_What this task involves:_ Write out all of the listing exactly. Add nothing to it.

_Supplied data:_
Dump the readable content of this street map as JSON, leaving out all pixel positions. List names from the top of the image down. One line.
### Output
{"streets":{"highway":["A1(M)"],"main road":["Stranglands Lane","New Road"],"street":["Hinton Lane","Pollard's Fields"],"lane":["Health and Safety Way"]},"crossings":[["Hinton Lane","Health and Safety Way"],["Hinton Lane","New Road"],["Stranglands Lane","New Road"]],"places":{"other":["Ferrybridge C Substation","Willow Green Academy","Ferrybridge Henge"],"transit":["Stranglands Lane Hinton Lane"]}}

_Response below:_
Dump the readable content of this street map as JSON, leaving out all pixel positions. List names from the top of the image down. One line.
### Output
{"streets":{"highway":["A1(M)"],"main road":["Stranglands Lane","New Road"],"street":["Hinton Lane","Pollard's Fields"],"lane":["Health and Safety Way"]},"crossings":[["Hinton Lane","Health and Safety Way"],["Hinton Lane","New Road"],["Stranglands Lane","New Road"]],"places":{"other":["Ferrybridge C Substation","Willow Green Academy","Ferrybridge Henge"],"transit":["Stranglands Lane Hinton Lane"]}}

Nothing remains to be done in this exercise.